Was it as the Russians had claimed? Was Vektor a covert branch of a Western intelligence service?
65
The first thing Sofia Karlsson saw when she stepped into Carpelan’s office was a little beige wheeled suitcase standing next to his desk.
“Empty seats at The Lion King tomorrow?” she asked.
“Only one,” said Carpelan. “Jessica took off on her own with the kids. She never gave me a chance to wish them a good trip.”
“I’m sorry. I know you were looking forward to it.”
“Wrong time for a vacation. What the hell was I supposed to do?”
“That’s how it
is to be the chief of police. What’s this meeting you wanted me to come to?”
Carpelan’s expression changed in a way Sofia wasn’t able to interpret.
“You’re going to meet State Secretary Schiller.”
“Is he here?” asked Sofia.
“Yes. He’s waiting for us over there.” Carpelan pointed at the row of meeting rooms.
Sofia held up her hands.
“I have to tell you something before we go over there. There’s a credible interpretation of the murders that doesn’t necessarily point to Russia. Max and I have made quite a bit of progress with the symbols. And he’s very skeptical about the assumption that the killer is a Russian agent.”
Carpelan stopped. “We have a match for fingerprints and DNA that belong to a Russian agent. If you have any doubts, you should keep them to yourself for the time being.”
For the time being? What did that mean? Carpelan seemed almost nervous, which was unusual. Did he share the doubts she and Max felt but feel he wasn’t in a position to admit it? What kind of pressure was being put on him and Tomas Schiller? And from how high up was that pressure coming?
Tomas Schiller reached for the pump thermos on the table as they entered the conference room.
“Welcome,” he said.
As he poured coffee into a cup, the sleeve of his snugly tailored suit jacket rode up a little. He wore a narrow navy tie with a double Windsor knot.
Sofia felt her cell phone vibrating in her right front jeans pocket. Schiller looked at her with cold light-blue eyes from behind his round glasses, and she realized this wasn’t the right time to take out her phone.

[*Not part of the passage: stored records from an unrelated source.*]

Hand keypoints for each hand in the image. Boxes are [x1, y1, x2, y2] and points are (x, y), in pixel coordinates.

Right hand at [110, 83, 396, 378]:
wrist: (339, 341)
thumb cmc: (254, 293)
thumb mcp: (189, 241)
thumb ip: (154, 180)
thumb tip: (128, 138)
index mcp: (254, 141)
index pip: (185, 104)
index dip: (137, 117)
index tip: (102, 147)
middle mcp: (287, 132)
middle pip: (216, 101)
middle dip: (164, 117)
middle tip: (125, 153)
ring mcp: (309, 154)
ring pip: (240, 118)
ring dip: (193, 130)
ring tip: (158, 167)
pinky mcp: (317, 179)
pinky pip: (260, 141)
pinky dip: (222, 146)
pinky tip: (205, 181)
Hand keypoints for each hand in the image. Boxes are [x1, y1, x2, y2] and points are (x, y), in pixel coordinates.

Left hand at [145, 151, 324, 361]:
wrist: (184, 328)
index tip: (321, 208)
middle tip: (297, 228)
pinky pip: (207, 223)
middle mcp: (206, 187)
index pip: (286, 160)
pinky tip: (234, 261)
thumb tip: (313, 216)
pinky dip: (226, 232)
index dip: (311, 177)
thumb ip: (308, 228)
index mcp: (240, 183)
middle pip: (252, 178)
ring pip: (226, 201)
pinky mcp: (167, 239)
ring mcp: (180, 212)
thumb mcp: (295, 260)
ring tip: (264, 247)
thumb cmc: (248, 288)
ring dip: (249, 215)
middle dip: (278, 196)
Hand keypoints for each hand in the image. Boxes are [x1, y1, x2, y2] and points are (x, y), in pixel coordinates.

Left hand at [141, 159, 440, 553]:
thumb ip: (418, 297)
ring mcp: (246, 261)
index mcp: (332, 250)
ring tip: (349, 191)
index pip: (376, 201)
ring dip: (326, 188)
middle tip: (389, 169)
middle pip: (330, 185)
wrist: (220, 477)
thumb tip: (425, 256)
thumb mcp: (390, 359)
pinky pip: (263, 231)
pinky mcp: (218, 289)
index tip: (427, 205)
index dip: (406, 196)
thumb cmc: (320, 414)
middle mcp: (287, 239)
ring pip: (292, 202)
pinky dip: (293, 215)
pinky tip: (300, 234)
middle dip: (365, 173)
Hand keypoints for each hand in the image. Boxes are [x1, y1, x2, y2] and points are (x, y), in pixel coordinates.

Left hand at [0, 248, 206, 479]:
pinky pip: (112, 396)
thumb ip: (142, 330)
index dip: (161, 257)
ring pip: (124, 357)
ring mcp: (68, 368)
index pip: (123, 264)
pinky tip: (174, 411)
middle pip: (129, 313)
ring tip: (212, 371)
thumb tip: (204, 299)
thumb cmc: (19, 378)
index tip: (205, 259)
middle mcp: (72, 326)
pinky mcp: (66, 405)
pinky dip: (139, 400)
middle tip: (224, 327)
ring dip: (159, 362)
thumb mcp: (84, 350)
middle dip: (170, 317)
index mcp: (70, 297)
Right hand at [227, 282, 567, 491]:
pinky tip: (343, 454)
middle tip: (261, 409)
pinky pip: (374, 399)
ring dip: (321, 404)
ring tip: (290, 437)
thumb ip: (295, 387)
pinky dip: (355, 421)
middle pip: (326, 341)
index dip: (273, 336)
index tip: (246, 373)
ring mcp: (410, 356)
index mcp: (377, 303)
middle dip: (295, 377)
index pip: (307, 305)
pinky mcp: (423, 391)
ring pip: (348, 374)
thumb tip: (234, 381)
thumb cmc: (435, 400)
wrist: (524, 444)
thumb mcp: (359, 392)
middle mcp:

She sat down and turned away from the overfilled wastebasket, which contained old coffee grounds and orange peel.
“So we’ve sent out an international request for help?” said Schiller.
“Yes,” said Carpelan. “A colleague came into my office earlier today with information that the fingerprints and DNA matched a certain Goga Golubkin, a Russian citizen who is the object of an international manhunt and the focus of a current investigation in Latvia. According to the Latvians, Golubkin is a Russian citizen who belongs to the mobile unit for special operations.”